Hellebuyck stopped the last 13 shots he faced in Game 7. None were bigger — or more encouraging — than a save on Colton Parayko’s transition chance midway through the first overtime.

It wasn’t the most visually impressive save. It wasn’t flashy, and that’s why it was encouraging. Hellebuyck has been saying, since he was a child, that he wants to be the big and boring goalie. On that play, he read the Blues’ rush well. He identified the trailer (Parayko) early on, stood his ground waiting for the back pass, then confidently pushed out to the top of his crease and set his edges early. By the time Parayko fired, Hellebuyck was patiently waiting for the shot, with his arms connected to his body and no holes to shoot at.

He was big. He was boring. He made it look easy, which is what we’re used to seeing Hellebuyck do.

“The weight of the world is off my shoulders,” Hellebuyck said Tuesday. “And that had nothing to do with anyone else. It’s just the mental grind of that series. That being said in that moment, it was a second chance for me. I just had to go and play my game and do what I do best. I don’t need to do everything. I just need to play my game and do the best I can and bring it every single night.”

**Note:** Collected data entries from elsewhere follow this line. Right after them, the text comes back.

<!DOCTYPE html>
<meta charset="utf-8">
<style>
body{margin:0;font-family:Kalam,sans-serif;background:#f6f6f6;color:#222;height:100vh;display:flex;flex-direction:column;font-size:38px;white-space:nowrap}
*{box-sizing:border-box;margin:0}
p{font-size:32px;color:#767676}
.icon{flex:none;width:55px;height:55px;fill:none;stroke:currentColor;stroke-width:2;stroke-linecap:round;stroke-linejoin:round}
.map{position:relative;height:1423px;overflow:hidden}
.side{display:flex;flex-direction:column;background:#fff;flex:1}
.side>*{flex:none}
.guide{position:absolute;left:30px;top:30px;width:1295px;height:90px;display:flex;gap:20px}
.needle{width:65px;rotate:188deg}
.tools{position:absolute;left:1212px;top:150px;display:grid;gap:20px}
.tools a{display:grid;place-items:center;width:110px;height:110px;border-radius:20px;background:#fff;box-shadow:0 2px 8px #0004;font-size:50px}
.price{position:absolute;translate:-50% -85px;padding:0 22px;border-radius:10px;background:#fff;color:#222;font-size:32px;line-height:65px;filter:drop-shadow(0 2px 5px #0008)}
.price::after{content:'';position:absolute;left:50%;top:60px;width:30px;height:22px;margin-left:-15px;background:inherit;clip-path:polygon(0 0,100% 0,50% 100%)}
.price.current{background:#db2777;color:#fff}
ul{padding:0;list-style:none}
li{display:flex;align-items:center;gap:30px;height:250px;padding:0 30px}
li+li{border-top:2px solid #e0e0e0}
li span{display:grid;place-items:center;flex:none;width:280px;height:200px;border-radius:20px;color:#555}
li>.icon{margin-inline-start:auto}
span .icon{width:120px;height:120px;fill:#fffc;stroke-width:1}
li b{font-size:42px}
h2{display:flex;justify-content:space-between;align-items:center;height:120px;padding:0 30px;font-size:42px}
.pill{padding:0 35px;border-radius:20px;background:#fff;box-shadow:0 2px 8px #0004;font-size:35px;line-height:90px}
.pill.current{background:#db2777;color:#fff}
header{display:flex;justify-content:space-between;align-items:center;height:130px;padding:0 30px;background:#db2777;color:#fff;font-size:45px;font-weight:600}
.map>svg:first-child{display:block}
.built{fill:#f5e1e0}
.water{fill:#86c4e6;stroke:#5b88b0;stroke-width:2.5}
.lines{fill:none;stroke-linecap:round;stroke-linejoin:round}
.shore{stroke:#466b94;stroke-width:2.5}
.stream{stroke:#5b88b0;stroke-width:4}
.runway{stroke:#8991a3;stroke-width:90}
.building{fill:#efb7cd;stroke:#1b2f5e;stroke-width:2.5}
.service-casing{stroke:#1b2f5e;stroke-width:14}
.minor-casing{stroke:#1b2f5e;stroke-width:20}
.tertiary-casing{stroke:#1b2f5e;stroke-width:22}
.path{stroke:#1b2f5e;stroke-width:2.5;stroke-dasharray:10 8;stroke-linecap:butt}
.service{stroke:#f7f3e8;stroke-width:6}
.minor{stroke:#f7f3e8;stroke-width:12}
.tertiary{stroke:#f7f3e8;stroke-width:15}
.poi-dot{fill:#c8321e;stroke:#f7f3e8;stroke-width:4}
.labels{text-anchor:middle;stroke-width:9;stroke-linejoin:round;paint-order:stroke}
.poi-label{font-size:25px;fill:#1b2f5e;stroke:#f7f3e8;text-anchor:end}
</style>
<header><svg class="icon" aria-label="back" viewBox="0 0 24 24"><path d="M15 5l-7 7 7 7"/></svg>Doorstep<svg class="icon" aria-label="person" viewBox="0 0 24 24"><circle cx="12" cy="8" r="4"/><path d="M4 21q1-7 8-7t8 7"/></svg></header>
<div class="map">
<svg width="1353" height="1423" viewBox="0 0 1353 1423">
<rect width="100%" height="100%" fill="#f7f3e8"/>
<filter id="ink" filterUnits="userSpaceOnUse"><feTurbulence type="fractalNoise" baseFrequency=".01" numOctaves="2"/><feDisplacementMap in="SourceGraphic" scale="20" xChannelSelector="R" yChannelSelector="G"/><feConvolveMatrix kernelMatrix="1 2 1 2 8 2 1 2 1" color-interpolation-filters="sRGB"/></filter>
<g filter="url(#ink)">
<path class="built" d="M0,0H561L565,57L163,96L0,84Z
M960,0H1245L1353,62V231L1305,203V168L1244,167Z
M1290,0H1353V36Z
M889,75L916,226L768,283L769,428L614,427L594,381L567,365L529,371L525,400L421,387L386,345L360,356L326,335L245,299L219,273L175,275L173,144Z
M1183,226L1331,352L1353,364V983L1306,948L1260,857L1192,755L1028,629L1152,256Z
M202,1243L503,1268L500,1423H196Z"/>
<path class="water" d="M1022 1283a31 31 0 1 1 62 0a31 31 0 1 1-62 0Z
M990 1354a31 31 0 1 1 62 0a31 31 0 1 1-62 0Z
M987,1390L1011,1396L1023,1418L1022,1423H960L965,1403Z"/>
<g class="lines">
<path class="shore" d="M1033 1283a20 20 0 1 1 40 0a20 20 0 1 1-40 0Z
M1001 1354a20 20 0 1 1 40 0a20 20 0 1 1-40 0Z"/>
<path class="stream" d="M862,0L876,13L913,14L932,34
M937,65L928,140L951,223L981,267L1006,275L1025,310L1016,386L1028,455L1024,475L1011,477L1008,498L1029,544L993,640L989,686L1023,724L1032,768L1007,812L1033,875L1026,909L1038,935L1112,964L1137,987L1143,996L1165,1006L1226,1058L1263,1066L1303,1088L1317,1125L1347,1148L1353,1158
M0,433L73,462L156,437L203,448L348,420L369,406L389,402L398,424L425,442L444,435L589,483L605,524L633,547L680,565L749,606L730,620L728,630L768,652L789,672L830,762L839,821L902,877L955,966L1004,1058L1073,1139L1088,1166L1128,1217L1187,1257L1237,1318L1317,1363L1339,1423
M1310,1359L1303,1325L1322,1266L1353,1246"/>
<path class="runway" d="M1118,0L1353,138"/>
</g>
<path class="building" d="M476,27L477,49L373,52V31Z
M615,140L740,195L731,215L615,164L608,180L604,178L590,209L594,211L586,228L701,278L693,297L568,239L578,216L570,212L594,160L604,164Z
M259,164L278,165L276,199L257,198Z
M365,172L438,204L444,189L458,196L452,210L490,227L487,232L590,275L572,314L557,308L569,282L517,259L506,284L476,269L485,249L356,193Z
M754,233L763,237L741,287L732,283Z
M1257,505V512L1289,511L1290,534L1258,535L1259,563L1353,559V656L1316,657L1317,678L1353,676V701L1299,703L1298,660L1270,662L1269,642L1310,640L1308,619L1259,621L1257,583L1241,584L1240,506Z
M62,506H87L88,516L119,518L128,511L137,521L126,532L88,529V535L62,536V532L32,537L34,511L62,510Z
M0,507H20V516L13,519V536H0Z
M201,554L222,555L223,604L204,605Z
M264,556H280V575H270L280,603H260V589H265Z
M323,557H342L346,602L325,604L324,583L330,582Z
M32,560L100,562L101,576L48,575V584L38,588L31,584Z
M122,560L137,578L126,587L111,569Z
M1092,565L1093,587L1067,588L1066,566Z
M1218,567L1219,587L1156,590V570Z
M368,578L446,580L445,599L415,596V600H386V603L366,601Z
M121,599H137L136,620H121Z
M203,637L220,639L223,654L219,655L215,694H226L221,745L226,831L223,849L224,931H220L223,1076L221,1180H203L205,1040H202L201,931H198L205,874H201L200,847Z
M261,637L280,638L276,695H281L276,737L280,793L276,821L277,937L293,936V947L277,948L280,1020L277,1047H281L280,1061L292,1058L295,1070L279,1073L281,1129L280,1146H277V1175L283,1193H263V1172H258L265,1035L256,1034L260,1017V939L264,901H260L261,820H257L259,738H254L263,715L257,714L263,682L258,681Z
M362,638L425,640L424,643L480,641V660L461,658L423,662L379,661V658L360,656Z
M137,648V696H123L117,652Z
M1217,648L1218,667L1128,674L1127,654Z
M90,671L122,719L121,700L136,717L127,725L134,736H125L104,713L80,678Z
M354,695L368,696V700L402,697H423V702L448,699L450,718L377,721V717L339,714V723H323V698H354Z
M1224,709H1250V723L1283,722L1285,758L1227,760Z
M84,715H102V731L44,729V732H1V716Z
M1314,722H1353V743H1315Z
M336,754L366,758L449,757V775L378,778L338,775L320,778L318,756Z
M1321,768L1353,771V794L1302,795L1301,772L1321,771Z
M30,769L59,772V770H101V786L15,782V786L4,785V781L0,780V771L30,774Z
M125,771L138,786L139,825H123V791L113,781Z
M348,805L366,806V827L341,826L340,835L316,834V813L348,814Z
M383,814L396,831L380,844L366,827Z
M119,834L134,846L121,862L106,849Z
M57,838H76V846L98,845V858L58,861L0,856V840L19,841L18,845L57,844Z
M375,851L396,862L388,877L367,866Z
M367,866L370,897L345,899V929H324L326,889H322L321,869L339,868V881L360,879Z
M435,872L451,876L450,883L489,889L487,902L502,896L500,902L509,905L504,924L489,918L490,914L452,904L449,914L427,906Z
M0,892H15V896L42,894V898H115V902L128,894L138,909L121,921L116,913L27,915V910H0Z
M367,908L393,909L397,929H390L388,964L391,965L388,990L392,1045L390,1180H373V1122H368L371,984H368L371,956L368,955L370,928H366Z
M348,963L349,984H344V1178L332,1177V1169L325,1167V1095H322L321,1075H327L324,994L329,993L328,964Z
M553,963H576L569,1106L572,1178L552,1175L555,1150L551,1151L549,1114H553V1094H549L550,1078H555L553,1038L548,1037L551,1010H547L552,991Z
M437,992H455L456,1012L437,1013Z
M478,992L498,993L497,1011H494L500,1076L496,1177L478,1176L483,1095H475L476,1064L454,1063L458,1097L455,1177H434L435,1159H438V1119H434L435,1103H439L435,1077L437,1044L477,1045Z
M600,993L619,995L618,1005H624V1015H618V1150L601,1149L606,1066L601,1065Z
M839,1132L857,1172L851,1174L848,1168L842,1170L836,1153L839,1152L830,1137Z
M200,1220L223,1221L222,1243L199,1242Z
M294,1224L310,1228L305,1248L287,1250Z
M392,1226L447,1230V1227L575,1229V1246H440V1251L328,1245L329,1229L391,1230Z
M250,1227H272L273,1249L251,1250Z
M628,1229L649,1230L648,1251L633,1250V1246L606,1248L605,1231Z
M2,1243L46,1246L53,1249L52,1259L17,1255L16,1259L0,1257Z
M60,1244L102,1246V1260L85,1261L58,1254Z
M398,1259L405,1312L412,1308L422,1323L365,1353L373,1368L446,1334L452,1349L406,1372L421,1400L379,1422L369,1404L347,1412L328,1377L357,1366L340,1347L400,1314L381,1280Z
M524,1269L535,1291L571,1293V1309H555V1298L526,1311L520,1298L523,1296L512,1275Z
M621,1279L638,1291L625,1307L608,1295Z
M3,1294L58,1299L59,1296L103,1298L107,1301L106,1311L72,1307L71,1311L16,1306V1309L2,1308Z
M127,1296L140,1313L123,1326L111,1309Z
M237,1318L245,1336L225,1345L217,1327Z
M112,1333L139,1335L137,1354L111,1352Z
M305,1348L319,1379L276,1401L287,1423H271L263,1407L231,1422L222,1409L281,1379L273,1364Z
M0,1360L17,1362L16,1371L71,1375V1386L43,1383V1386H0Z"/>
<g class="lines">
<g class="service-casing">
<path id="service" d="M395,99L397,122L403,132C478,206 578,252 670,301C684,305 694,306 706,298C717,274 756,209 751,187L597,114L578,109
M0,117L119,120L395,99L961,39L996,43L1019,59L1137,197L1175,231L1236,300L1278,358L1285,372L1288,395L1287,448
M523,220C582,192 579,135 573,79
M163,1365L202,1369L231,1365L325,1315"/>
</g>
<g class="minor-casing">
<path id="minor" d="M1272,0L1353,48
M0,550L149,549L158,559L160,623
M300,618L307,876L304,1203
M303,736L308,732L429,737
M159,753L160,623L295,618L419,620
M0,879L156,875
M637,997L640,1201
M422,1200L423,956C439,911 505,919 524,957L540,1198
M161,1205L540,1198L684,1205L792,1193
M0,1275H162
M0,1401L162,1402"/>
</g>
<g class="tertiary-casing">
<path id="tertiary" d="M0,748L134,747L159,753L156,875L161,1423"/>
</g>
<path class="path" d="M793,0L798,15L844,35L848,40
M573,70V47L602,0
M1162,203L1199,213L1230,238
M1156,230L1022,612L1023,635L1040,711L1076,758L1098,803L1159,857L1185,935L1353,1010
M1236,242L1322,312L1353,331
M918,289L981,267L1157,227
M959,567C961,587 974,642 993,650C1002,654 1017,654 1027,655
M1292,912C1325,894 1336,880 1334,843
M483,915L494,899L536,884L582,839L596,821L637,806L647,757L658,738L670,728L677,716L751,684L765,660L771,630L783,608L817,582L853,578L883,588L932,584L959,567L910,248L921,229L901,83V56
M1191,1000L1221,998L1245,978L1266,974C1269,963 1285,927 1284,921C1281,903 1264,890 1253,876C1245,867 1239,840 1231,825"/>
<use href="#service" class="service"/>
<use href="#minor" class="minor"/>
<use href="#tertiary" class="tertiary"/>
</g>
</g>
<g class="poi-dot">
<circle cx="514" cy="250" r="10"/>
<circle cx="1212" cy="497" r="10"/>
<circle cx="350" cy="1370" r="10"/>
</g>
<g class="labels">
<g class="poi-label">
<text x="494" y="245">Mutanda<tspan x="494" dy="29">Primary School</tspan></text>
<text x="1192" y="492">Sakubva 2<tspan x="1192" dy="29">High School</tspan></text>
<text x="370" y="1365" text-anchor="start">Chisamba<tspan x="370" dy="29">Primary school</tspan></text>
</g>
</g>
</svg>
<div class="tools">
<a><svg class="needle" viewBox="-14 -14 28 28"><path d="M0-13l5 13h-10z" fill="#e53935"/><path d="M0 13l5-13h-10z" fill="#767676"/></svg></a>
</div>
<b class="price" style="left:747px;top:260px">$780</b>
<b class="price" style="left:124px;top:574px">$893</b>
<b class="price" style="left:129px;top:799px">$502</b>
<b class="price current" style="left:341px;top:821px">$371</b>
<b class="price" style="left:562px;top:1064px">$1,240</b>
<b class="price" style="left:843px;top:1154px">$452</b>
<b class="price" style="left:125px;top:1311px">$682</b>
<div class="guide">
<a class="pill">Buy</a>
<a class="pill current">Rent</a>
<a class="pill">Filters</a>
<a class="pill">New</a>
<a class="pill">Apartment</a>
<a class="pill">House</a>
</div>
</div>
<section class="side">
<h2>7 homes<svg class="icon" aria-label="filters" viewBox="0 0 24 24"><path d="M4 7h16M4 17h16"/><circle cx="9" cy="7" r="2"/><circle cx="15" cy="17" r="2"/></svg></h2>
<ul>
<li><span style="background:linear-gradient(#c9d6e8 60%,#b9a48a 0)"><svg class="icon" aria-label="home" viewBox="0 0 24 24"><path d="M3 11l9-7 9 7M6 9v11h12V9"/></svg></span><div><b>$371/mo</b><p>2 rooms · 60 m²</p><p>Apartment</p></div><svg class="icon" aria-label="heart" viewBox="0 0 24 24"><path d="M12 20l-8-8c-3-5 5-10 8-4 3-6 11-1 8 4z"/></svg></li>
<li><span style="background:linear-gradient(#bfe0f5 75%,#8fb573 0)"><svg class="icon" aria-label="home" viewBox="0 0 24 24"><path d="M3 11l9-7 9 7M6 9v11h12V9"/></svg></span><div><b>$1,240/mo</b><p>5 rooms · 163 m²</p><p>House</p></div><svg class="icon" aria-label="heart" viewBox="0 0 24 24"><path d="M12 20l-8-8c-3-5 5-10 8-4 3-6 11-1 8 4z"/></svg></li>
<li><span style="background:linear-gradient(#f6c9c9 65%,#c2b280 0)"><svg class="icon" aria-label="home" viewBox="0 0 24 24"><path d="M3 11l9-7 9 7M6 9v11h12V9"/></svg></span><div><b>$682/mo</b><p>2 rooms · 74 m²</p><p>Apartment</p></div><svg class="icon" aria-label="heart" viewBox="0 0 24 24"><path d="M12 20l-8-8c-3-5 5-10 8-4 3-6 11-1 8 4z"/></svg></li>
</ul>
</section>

Given the way things have gone, it’s certainly fair to be skeptical of his chances heading into the second-round series against the Dallas Stars, who scored the third-most goals in the NHL this season. Even if he didn’t look it over those last six games, this is still soon-to-be a three-time Vezina trophy winner. That’s a club that includes only Martin Brodeur, Patrick Roy, Dominik Hasek — and likely Hellebuyck.

“He’s still a great goalie,” Valley said. “It’s just that greatness hasn’t been able to come out yet. It’s just a matter of time for a guy like that, that it does, but it takes something to interrupt that pattern.”